I would agree with that. It's unfortunate that the video above is all there is yet, but I guess it's better than nothing.......a little, lol. 

I think the best possible video would be a walkthrough of the actual creation of the track. How did you set up the arps and envelopes and group instruments together? How many overall patches did you use? Etc., etc. Maybe something else will pop up soon. 

Brent


----------



## sostenuto (Jul 3, 2017)

koolkeys said:


> I would agree with that. It's unfortunate that the video above is all there is yet, but I guess it's better than nothing.......a little, lol.
> 
> I think the best possible video would be a walkthrough of the actual creation of the track.
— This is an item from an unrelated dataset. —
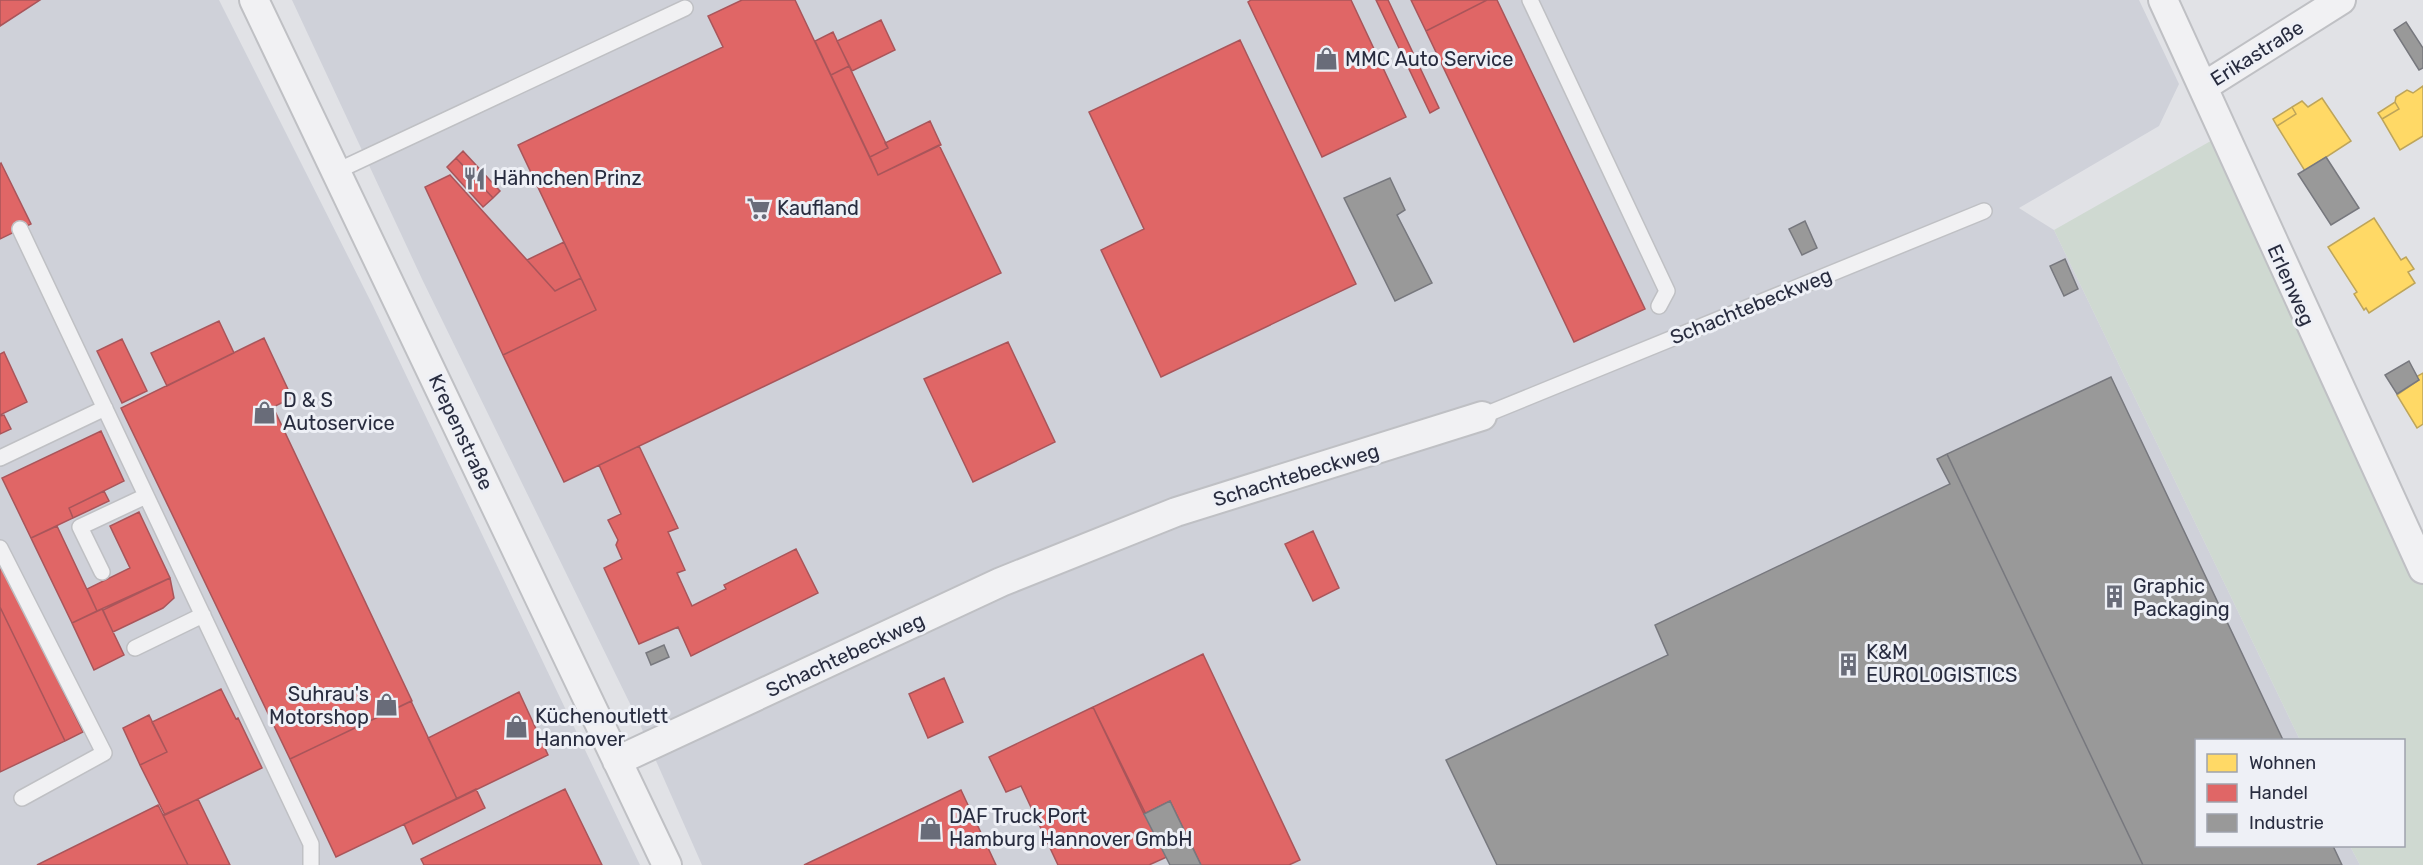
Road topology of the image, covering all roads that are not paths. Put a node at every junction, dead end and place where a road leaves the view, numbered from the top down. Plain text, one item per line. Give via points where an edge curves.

How did you set up the arps and envelopes and group instruments together? How many overall patches did you use? Etc., etc. Maybe something else will pop up soon.
> 
> Brent



++++++ !! Truly trusting Sonuscore is monitoring and taking swift, effective action !! 
Such a strong, new product .... but tough to unlock its many strengths without some professional (video) tutoring.


----------



## SONUSCORE (Jul 3, 2017)

Hi Everyone!
Thanks for your kind words! We are following the discussions here with great attention, making a long list of ideas for future updates.
Currently we are working on more demo and tutorial videos. You can expect more to come over the course of the next few weeks! 
Cheers,
Sonuscore


----------



## Vastman (Jul 3, 2017)

Seems to b a great company... They've responded to me on a couple suggestions like the above. I've already had a couple more ideas that would allow greater creative freedom and will b passing them along

However, one thing I've learned is that some things are easier to do than others, depending on how a particular architecture is set up. So bear this in mind when offering ideas... Some will b easier to do than others! All in all, TO is a major creative step foreward! I'm so in love. 

My one challenge is sometimes complex arp setups stop working on my system... And I have to refresh the setup to get things going again. I'm trying to sort this out if it's a problem on my end or... Fwiw, my studio has been in pieces for the last 9 months as my life had been in transition and there are a bundle of new parts, thanks to a very successful sale of my farm... So it may very well be a problem on my end, especially as no one else has mentioned this!


----------



## madfloyd (Jul 3, 2017)

Unfortunately, I'm experiencing bugs. 

I loaded up 'The Princes Toy', an animated multi and noticed that as soon as I move the mod wheel I lose voices (specifically the strings). Re-loading the patch fixes this, but it just happens again - immediately.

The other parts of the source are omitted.